Just Goofing Around


In this publication I brought together some visual experiments, and illustrated several mental notes I collected over time. The art-works are partially commenting on the visuality and language of pop-culture and reference different parts of it. A printed copy of the booklet can be ordered here.



Mark


This must be wonderful!
I don’t understand it at all.


‘This must be wonderful! I don’t understand it at all.’ consists of three works for my first solo-exhibition at WOW-Amsterdam in 2017. The works are a visual exploration of ‘Terror Management Theory’, an anthropological theory that describes the ways in which humans cope with the fear of death on an emotional, intellectual and societal level.
I used the verticality of the show-room to create a continuous narrative from the bottom to the top. The panels represent different stages in dealing with the fear of death. Each image-strip represents a keyword in the story-line that develops throughout the whole installation. I combined the results of extensive, keyword-based Google Image search-quests with images of my private archive and arranged them intuitively. The images from a vast array of cultural sources appear without an internal hierarchy in significance or origin.

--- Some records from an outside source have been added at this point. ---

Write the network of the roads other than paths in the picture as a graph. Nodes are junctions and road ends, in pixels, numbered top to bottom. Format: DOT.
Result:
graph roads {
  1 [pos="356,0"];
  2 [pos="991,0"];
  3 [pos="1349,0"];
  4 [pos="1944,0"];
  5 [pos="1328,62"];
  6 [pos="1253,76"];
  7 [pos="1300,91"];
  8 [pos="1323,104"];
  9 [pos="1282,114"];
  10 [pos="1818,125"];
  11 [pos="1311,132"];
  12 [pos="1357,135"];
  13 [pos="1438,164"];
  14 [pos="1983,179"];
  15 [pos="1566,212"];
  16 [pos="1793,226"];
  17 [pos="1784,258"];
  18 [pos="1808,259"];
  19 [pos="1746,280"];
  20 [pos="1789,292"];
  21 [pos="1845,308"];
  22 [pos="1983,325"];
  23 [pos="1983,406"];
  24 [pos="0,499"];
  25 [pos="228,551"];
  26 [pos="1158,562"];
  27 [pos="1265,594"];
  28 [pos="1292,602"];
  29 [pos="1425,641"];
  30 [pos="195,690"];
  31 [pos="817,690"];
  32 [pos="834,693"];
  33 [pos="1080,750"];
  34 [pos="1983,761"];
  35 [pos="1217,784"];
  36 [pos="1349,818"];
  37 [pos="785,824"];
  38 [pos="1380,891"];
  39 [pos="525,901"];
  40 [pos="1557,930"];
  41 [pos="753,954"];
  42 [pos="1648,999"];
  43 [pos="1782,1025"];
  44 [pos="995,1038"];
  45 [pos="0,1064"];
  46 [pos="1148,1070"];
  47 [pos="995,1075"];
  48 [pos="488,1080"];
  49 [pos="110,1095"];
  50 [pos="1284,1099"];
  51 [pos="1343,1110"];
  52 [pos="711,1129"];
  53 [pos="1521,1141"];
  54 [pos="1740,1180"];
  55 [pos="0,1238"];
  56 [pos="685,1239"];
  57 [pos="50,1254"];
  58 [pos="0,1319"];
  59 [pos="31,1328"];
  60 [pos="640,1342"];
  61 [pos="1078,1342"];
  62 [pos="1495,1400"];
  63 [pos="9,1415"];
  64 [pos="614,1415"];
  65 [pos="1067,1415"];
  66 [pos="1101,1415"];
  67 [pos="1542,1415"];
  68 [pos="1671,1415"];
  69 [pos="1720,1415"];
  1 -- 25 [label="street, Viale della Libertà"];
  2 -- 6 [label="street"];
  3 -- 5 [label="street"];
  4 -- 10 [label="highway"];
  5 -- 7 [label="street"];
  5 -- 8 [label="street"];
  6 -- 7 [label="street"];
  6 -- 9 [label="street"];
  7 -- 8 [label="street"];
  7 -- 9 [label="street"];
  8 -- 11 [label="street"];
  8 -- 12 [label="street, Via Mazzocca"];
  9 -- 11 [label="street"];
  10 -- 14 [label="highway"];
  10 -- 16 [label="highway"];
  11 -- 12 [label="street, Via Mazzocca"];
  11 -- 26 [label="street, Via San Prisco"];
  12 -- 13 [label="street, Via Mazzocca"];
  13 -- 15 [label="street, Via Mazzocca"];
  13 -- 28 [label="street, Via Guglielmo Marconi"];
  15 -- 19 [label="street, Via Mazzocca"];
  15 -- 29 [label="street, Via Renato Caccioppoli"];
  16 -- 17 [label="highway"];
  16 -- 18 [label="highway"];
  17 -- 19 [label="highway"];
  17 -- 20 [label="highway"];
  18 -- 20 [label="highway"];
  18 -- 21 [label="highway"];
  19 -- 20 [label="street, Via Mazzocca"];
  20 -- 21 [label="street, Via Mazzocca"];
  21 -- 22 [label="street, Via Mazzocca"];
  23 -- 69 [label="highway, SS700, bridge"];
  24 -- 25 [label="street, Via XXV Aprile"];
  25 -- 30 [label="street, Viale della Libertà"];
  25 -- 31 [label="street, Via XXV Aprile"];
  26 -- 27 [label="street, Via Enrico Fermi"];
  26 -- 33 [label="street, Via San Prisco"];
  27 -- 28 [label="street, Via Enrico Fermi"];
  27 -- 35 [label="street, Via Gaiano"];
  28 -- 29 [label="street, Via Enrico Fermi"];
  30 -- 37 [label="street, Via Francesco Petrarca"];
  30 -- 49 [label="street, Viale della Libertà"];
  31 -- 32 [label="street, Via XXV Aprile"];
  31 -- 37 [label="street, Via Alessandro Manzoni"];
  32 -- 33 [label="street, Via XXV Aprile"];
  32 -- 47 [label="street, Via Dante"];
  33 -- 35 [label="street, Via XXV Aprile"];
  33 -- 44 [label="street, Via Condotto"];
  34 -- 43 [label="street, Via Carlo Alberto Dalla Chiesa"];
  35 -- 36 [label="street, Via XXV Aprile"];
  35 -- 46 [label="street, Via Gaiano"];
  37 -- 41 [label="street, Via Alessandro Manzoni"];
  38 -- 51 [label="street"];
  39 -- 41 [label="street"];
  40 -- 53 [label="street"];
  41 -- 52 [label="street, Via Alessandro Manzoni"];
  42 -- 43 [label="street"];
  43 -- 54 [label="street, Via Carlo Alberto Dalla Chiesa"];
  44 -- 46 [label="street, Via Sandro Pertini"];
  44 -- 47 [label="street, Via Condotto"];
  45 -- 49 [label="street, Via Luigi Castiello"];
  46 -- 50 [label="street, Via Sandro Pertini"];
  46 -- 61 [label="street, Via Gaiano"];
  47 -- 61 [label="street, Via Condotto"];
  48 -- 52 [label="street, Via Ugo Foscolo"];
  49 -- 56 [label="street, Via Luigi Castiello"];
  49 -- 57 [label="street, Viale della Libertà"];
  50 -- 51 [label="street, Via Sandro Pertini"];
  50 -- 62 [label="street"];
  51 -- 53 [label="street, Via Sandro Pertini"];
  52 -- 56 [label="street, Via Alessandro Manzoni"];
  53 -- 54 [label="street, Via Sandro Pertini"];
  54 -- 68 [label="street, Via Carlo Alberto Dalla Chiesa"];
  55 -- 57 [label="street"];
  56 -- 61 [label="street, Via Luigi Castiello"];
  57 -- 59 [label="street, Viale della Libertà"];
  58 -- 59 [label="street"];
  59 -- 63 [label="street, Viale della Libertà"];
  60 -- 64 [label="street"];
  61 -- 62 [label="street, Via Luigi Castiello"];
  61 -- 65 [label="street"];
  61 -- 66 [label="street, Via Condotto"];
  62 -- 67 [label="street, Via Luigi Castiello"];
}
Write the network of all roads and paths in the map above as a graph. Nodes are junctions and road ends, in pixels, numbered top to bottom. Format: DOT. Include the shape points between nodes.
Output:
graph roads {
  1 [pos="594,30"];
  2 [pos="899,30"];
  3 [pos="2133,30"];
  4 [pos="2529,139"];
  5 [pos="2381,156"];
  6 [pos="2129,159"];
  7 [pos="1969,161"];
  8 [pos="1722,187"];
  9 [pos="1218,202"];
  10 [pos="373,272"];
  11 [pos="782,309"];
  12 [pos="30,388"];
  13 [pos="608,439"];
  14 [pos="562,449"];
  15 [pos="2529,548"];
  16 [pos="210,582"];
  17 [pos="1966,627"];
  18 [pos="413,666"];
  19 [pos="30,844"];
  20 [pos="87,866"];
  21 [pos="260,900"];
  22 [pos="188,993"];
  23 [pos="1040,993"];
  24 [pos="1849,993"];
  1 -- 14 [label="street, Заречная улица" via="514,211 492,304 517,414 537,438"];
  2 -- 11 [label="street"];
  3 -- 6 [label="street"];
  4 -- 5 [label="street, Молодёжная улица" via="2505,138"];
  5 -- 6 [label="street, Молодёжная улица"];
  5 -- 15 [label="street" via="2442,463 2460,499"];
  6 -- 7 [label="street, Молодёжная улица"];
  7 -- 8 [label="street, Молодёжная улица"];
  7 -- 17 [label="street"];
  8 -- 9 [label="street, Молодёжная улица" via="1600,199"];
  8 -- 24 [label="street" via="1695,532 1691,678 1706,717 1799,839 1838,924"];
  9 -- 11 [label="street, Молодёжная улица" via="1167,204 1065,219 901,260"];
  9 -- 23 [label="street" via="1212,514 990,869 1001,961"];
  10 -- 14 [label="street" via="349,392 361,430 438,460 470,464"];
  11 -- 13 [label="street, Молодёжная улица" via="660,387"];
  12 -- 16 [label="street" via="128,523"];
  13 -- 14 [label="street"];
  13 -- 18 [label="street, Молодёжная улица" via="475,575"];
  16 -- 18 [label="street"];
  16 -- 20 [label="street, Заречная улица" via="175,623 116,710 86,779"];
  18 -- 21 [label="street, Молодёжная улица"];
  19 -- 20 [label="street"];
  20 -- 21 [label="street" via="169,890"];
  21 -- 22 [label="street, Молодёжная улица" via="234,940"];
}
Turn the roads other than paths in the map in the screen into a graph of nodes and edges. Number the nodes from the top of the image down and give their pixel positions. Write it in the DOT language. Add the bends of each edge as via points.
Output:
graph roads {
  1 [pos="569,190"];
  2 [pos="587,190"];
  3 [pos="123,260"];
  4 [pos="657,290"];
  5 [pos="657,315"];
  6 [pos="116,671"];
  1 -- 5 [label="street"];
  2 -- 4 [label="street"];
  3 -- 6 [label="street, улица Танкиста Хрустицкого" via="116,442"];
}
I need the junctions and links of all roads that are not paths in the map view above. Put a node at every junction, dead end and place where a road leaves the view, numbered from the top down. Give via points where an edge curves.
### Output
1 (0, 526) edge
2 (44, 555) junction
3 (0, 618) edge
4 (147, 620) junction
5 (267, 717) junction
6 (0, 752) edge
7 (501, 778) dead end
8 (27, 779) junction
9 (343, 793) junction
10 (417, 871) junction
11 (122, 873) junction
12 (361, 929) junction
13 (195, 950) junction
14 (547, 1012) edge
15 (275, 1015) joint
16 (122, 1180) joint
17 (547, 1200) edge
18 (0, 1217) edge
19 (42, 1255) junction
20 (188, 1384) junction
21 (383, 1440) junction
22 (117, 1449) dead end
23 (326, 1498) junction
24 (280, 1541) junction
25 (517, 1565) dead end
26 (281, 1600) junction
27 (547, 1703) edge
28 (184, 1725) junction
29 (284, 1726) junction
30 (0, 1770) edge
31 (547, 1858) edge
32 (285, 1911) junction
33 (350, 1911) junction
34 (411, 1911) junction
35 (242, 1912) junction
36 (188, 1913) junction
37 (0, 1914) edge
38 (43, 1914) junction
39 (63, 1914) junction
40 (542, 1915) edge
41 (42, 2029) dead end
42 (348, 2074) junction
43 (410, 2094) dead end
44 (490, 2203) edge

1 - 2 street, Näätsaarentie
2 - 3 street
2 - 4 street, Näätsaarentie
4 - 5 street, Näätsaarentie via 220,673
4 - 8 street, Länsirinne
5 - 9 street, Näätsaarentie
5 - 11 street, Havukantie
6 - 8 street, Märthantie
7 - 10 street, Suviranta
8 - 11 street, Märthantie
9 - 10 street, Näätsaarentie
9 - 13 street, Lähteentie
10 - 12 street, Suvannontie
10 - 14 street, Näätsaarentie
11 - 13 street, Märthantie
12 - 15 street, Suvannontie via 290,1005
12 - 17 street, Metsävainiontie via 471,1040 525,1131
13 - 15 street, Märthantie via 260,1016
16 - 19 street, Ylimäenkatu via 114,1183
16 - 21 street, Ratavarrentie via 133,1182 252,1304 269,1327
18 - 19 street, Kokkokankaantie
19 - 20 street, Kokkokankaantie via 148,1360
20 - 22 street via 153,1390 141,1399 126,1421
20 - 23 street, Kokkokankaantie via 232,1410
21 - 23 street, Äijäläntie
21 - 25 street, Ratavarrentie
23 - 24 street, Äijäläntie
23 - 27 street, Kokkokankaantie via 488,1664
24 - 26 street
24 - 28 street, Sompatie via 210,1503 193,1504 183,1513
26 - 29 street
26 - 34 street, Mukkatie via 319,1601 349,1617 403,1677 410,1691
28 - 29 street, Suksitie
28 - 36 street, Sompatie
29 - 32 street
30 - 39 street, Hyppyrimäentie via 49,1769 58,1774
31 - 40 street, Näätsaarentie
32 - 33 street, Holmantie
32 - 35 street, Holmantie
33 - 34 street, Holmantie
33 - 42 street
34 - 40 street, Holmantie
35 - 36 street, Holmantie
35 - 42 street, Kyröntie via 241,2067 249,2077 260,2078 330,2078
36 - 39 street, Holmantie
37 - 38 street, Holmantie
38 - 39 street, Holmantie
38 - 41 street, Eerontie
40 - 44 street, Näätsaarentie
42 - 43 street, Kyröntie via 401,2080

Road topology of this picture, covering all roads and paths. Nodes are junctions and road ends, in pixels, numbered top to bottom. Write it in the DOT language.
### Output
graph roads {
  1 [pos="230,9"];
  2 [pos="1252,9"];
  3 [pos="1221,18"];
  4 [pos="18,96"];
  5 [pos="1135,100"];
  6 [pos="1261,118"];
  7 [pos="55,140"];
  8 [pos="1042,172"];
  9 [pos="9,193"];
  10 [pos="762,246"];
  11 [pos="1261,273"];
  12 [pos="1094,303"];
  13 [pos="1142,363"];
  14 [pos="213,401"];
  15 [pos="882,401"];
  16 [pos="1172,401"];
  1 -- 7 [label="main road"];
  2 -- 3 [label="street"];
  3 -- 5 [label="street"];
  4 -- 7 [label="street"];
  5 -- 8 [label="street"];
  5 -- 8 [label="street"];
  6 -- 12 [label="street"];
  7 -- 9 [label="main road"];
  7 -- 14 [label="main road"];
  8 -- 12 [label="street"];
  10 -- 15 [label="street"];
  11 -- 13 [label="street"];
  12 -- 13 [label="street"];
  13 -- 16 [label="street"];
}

Each combination can strengthen, disturb or destroy the message of each original picture and create new meanings and interpretations all at once. Ultimately the works reveal fundamental similarities between people and eras with fundamentally different world views and encourage a more light-hearted attitude towards terror management, acknowledging the bizarre forms in which they are shaping our lives and culture.
The titles of the works derrived from fortune-cookie wisdoms.



Mark

#OnceUponManyTimes


I am fascinated by how various cultural influences mix and overlap through the internet. In the book #OnceUponManyTimes, I investigate a new way to tell a story through the children’s classic Little Red Riding Hood. The tale is reduced to a list of keywords like ‘sweet little girl’, ‘wolf’, ‘deceit’, or ‘triumph’. Each spread of the book is illustrated by the results of a Google image search for these words. The images reveal a rich collage of multiple cultural narratives that create a distinctive storyline based on associative interpretations rather than rational ones.



Mark


ReFrame Rijksmuseum


For the design competition Rijks Open by Rijksmuseum Amsterdam, I designed a liporello-style folded book, that puts cut outs of paitnings from the museum-collection, next to iconic contemporary photographs. The project started with the idea to give new meaning and form to parts of the vast archive of the Rijksmuseum. It does not only literally reframe the historic paintings and drawings that intrigued me, but also puts them in a new historical context. The additional images are chosen, partly because of pure formal resemblance, partly for contextual similarities between the pairings and partly intuitively. It was important to me, that the added imagery would be iconic, recognizable and of contemporary cultural relevance, to counterweigh the importance and recognizability of famous, masterly paintings, nearly treating them as if they could be paintings in the Rijksmuseum themselves, representing our time and the things that move us.
The cut-outs of the paintings are revealed through actual cut-outs in the paper of the double-sidedly printed liporello. 



Mark


Mask Research


This research stems from my fascination for questions around identity. Specifically I focused on external layers of identity, their multiple forms and their meaning for individuals and the society.
The starting point was my own personal collection of inspiration imagery. I looked at overreaching themes within the images, sorted them and backed up the categories I made for my self with research from multiple fields. The research resulted in a book which is at the same time a visual encyclopedia as much as it serves as a personal source for inspiration in my design and art practice.